# Task:
Among the lines of the material below, count those holding "wherever". Report the number by itself.

# Extracted material:
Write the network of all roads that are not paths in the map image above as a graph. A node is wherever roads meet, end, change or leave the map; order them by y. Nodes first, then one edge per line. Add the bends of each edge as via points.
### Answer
---
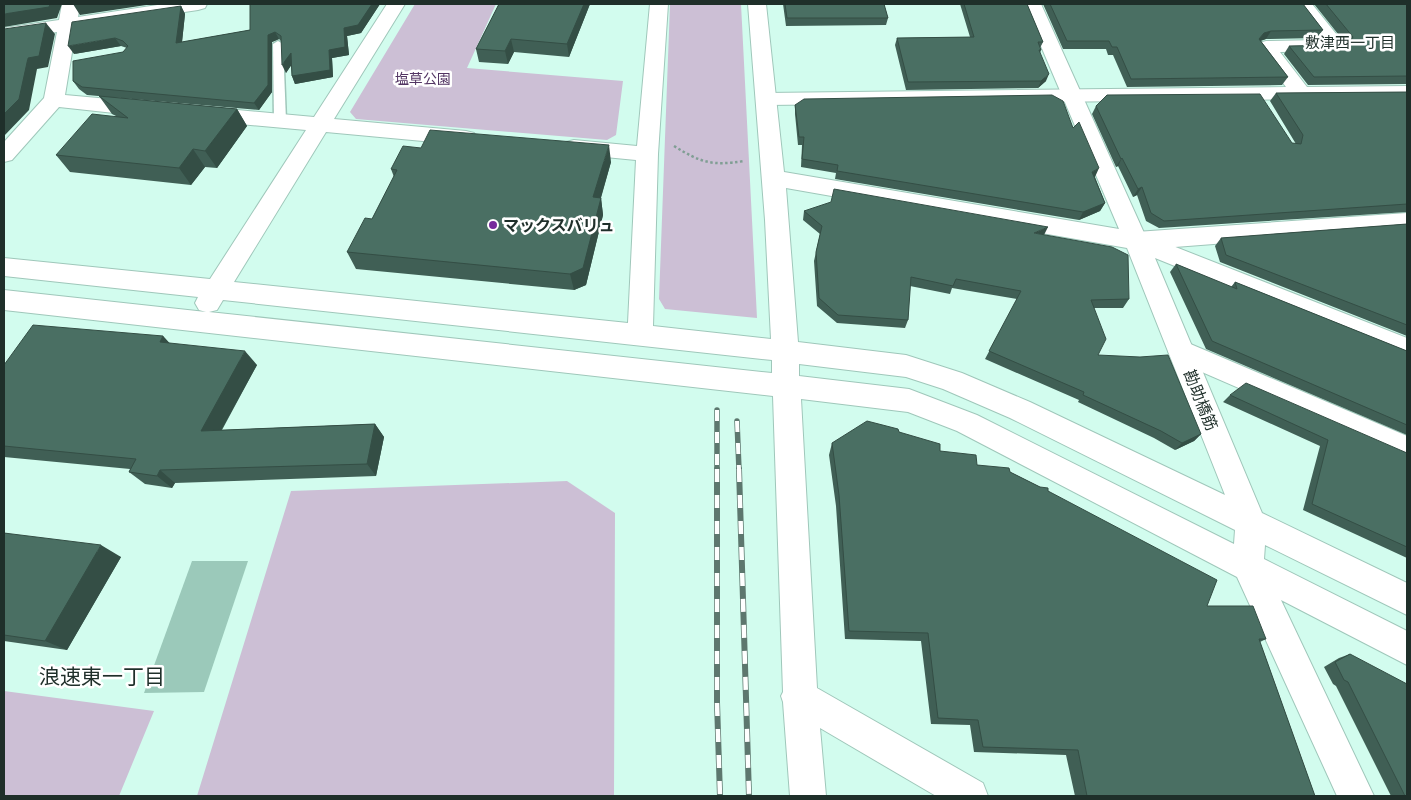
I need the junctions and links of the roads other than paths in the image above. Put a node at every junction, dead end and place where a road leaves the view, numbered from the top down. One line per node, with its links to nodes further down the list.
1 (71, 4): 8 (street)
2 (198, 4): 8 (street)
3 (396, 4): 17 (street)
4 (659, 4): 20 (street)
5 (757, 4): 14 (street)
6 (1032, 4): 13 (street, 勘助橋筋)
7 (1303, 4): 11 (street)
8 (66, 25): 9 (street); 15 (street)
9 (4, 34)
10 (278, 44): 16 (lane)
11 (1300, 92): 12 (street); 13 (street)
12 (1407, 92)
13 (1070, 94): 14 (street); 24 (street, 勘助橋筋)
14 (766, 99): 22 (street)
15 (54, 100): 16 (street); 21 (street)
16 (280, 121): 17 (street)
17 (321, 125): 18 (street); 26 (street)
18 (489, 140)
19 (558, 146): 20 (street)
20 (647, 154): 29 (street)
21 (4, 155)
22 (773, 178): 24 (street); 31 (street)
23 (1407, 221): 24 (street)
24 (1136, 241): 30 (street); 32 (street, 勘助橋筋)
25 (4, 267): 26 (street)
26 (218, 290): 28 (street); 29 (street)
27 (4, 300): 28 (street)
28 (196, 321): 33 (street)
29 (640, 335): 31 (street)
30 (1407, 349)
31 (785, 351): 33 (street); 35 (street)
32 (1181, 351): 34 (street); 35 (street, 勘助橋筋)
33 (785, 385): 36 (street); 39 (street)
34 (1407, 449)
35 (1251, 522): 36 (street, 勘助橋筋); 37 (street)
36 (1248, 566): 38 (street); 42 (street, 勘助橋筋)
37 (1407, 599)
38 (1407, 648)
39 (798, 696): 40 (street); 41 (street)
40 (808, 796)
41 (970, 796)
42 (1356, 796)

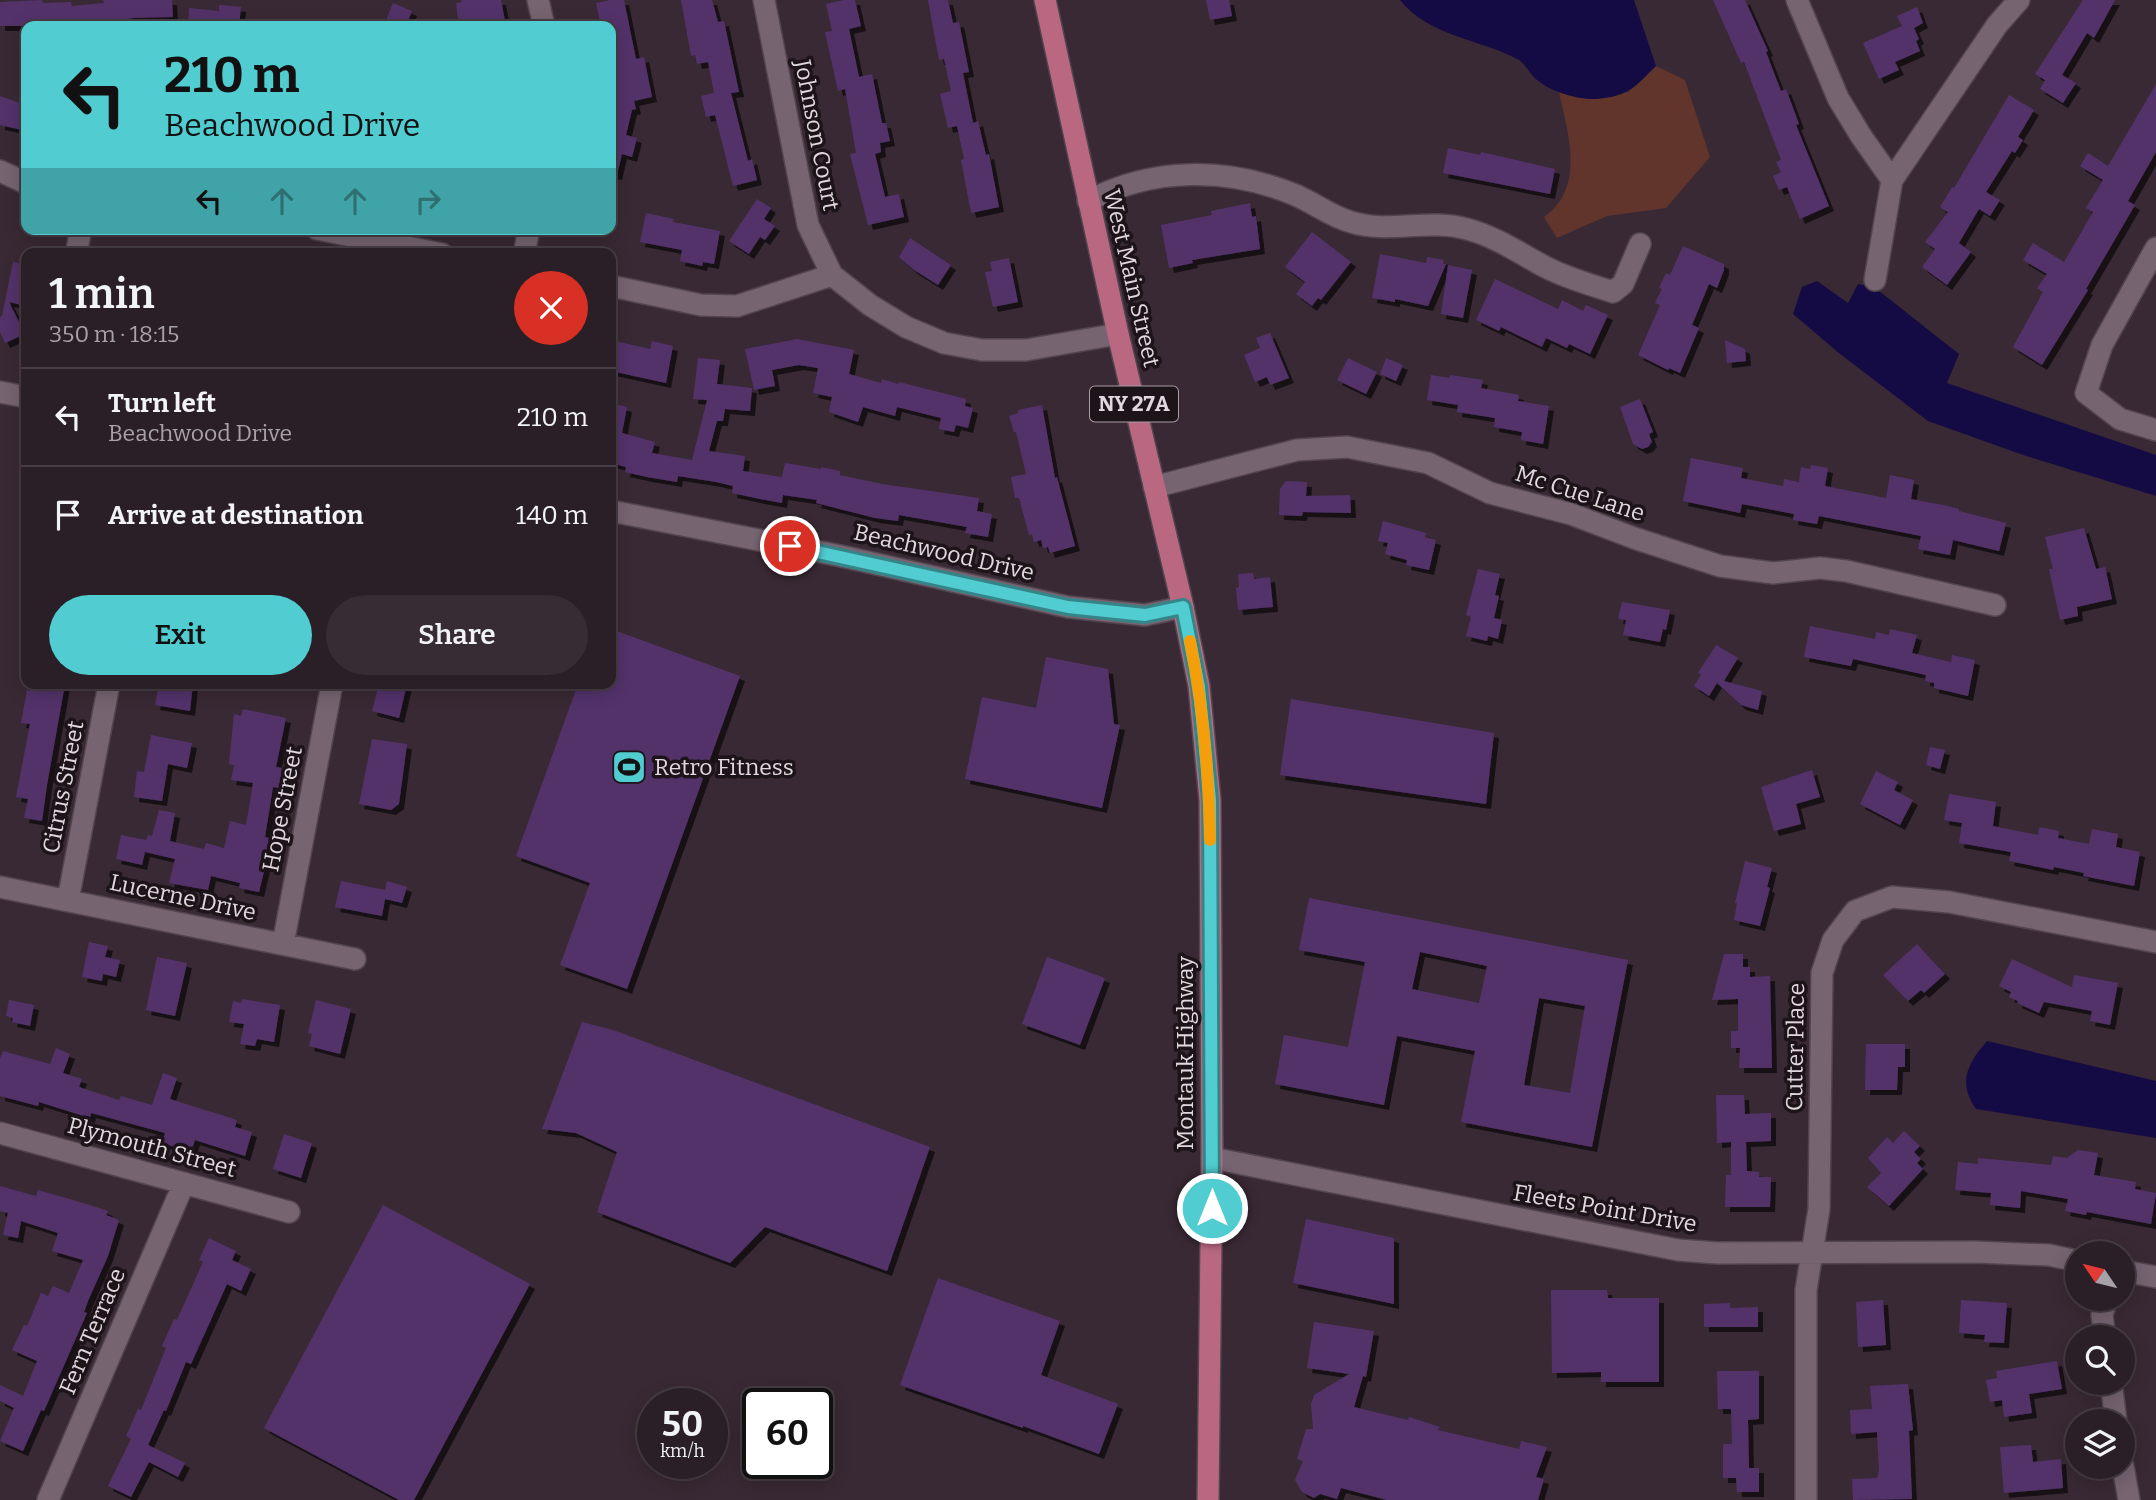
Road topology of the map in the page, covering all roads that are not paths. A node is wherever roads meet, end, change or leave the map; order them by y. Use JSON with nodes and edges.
--
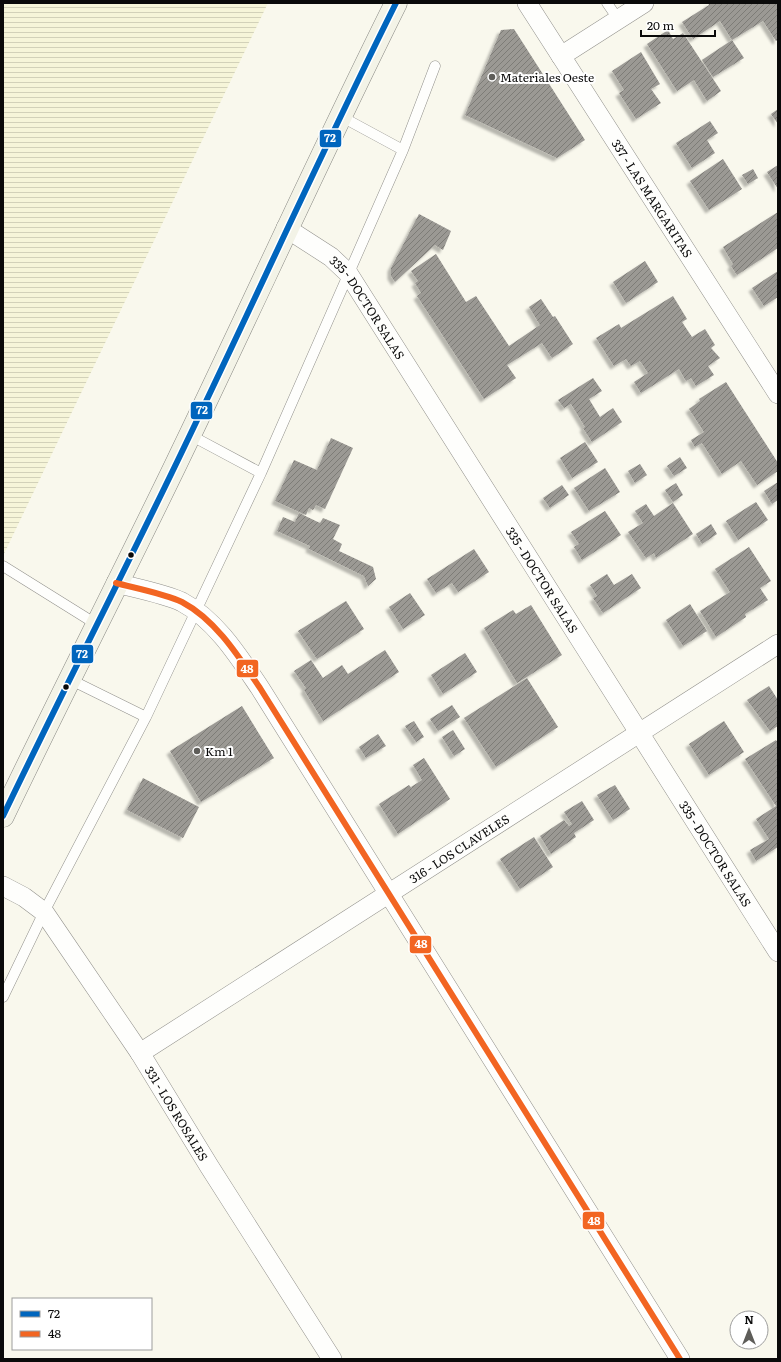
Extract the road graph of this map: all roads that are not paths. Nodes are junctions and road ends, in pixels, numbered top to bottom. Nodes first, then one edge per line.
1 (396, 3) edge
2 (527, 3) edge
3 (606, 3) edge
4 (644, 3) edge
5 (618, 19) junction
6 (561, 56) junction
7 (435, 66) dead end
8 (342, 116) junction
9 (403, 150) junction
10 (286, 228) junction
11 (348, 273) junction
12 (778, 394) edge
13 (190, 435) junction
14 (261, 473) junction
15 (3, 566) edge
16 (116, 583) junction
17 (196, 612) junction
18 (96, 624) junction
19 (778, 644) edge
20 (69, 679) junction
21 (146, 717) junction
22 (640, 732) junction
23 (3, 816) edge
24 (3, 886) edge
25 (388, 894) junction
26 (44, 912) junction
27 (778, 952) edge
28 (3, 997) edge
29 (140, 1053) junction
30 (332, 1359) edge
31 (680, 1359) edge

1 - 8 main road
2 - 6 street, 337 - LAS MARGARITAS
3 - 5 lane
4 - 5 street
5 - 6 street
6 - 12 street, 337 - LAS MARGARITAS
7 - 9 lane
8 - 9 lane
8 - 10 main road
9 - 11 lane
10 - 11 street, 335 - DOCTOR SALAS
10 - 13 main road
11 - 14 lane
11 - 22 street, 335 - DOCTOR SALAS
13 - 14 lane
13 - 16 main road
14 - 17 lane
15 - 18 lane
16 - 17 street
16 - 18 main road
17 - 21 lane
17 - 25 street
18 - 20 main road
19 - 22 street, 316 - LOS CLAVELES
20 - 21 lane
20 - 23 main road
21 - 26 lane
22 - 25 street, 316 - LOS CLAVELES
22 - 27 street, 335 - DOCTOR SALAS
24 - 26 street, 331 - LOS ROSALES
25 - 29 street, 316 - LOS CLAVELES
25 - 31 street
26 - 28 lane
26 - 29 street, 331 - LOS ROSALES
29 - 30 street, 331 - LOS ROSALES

# Written reply:
2